Nostalgia is a powerful feeling. Who doesn’t want to return to their
youth or doesn’t like to think about what they have achieved back in the
days. Also in music, there are bands that still exist but haven’t
produced anything new for years. However, they keep on touring satisfying
the audience’s desire to bring back days long gone. On the one hand,
that’s absolutely okay, but on the other hand such concepts represent
artistic stagnation. Of course, this idea of music hardly works in
improv and especially the German guitarist Olaf Rupp certainly can’t be
accused of suffering from nostalgia. “I don’t like to look back. Mostly
I prefer to dream about the future,” he says in the liner notes of his new
album.
Nevertheless, he has now released an almost two-hour long album with
music from the turn of the century. But in order to understand
Earth and More
one has to go back in history. At the time when the music published here
was created, Rupp’s band STOL (with Stephan Mathieu on drums and Rudi
Mahall on bass clarinet) had just disbanded and he began to focus more on
freely improvised music. However, in order to see in which direction he
wanted to go, he recorded and produced complete albums every month,
sometimes pieces with the acoustic guitar, the electric guitar or
electronics. Some were released, the rest became demo cdRs that were
distributed all over the world. Some made it to Liam Stefani in Glasgow.

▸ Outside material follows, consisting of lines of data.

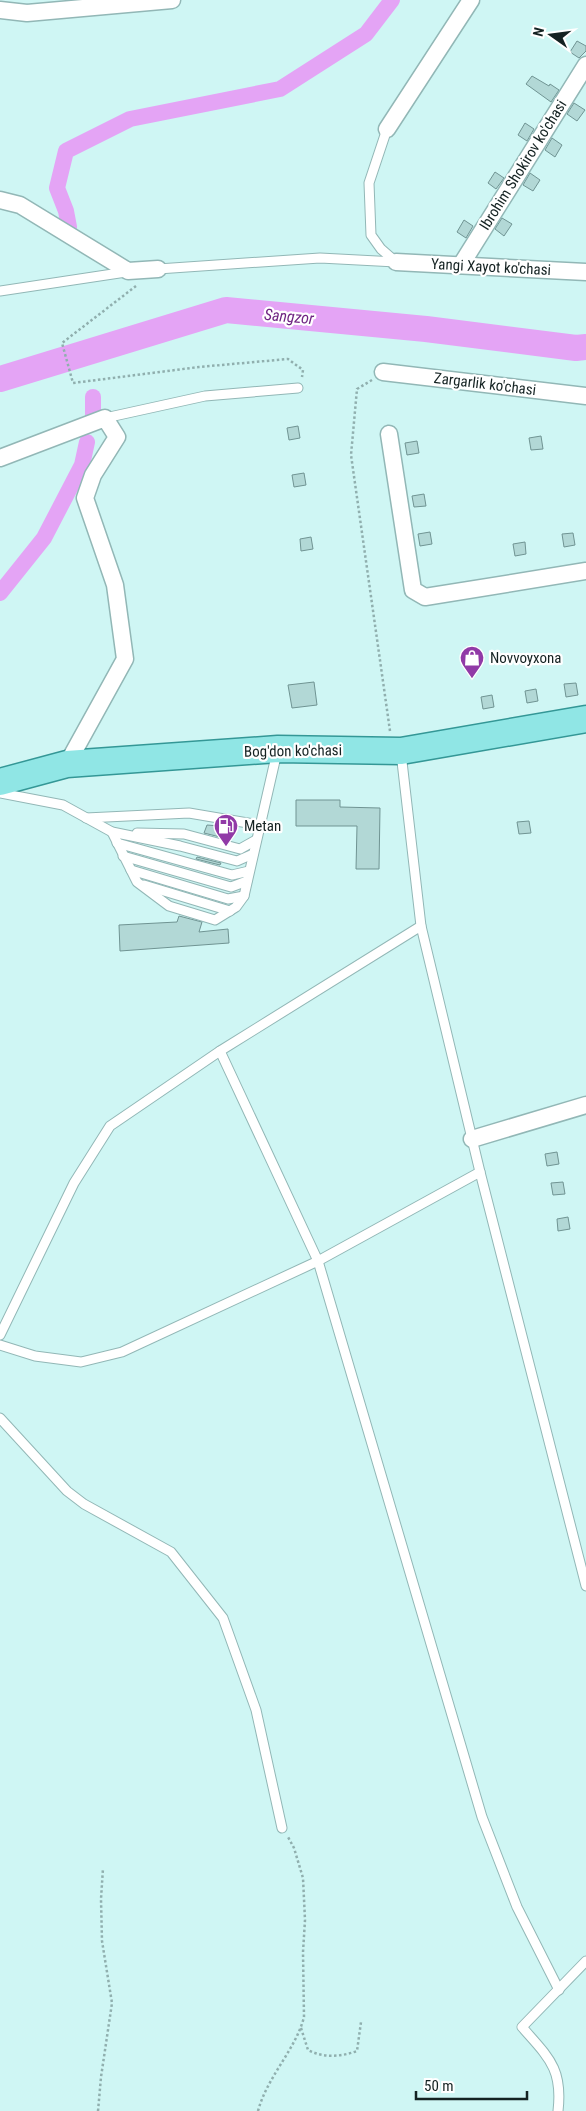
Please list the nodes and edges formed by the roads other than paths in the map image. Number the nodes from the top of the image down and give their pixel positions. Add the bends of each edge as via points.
1 (172, 0) edge
2 (470, 0) edge
3 (26, 6) edge
4 (0, 10) edge
5 (586, 65) edge
6 (386, 129) joint
7 (0, 200) edge
8 (396, 262) junction
9 (461, 265) junction
10 (158, 269) joint
11 (128, 271) junction
12 (586, 272) edge
13 (0, 291) edge
14 (383, 372) road end
15 (298, 388) road end
16 (586, 396) edge
17 (105, 418) junction
18 (389, 434) dead end
19 (0, 458) edge
20 (586, 571) edge
21 (586, 719) edge
22 (278, 749) junction
23 (397, 750) junction
24 (67, 764) junction
25 (0, 782) edge
26 (0, 793) edge
27 (86, 818) junction
28 (260, 825) junction
29 (112, 832) junction
30 (256, 840) junction
31 (117, 843) junction
32 (253, 854) junction
33 (123, 856) junction
34 (131, 870) junction
35 (249, 871) junction
36 (247, 881) junction
37 (244, 896) junction
38 (421, 926) junction
39 (220, 1051) junction
40 (586, 1105) edge
41 (472, 1139) junction
42 (480, 1172) junction
43 (318, 1261) junction
44 (0, 1335) edge
45 (0, 1345) edge
46 (0, 1418) edge
47 (586, 1586) edge
48 (282, 1828) road end
49 (586, 1961) edge
50 (559, 1990) junction
51 (558, 2111) edge

1 - 3 street
2 - 6 street
3 - 4 street
5 - 9 street, Ibrohim Shokirov ko'chasi
6 - 8 lane via 369,183 371,234 381,249
7 - 11 street via 20,205
8 - 9 street, Yangi Xayot ko'chasi
8 - 10 lane via 320,258
9 - 12 street, Yangi Xayot ko'chasi
10 - 11 street
11 - 13 lane
14 - 16 street, Zargarlik ko'chasi
15 - 17 lane via 205,396
17 - 19 street
17 - 24 street via 117,437 93,475 85,498 115,586 125,659
18 - 20 street via 413,590 425,597
21 - 23 main road, Bog'don ko'chasi
22 - 23 main road, Bog'don ko'chasi
22 - 24 main road, Bog'don ko'chasi
22 - 28 lane
23 - 38 lane
24 - 25 main road, Bog'don ko'chasi
26 - 27 lane via 63,805
27 - 28 lane via 189,813
27 - 29 lane
28 - 30 lane
29 - 30 lane via 184,834 240,849
29 - 31 lane
29 - 32 lane via 238,861
30 - 32 lane
31 - 33 lane
31 - 35 lane via 232,875
32 - 35 lane
33 - 34 lane
33 - 36 lane via 231,887
34 - 37 lane via 228,899
34 - 37 lane via 136,882 168,906 215,920 230,911
35 - 36 lane
36 - 37 lane
38 - 39 lane
38 - 41 lane
39 - 43 lane
39 - 44 lane via 110,1126 74,1183
40 - 41 street
41 - 42 lane
42 - 43 lane
42 - 47 lane
43 - 45 lane via 122,1352 81,1362 35,1356
43 - 50 lane via 482,1818 517,1907
46 - 48 lane via 66,1490 84,1504 171,1552 223,1618 256,1710
49 - 50 lane
50 - 51 lane via 522,2027 554,2065 560,2094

The head of the Scatter label has kept them to this day. He was the one
who initiated the idea to publish some of them and Rupp actually thought
about his earlier music, listened to old tapes and “found a way to
overcome [his] nostalgia phobia”.
On Earth And More we listen to a musician who is strongly
fixated on electronics and for whom the guitar tends to take a back seat.
Pieces like “Lorraine Rain“ or the title track remind me of Aphex Twin
(without the drum’n’bass background), Throbbing Gristle, Test Department or
This Heat! “I did not have a computer at that time, so I recorded directly
onto cassette tapes and audio cdRs“, Rupp explains. “The setup was a
heavily abused Behringer mixer which I modified so that I could cascade and
feedback several channels. Then I had a few guitar effects: a looper, a
distortion pedal and a bass guitar synth-pedal.“ Another influence on this
music is techno. Whether the tracks are more ambient-like (“Makyō“) or
seem to be based on computer game sounds (“Mai Outtake“), Rupp seemed to
enjoy the purity of rhythm and sound.
Another surprise is the fact that he sings on two of the tracks. On
“Goodlook“, with his constantly looping chorus line, which becomes
increasingly alienated as the song progresses, he sounds a bit like Robert
Wyatt. On “Lonely Woman” he is reminiscent of an experimental Nick Drake,
who seems to have John Martyn as a second guitarist and who extends his
melancholy songs to infinity with ambient sounds.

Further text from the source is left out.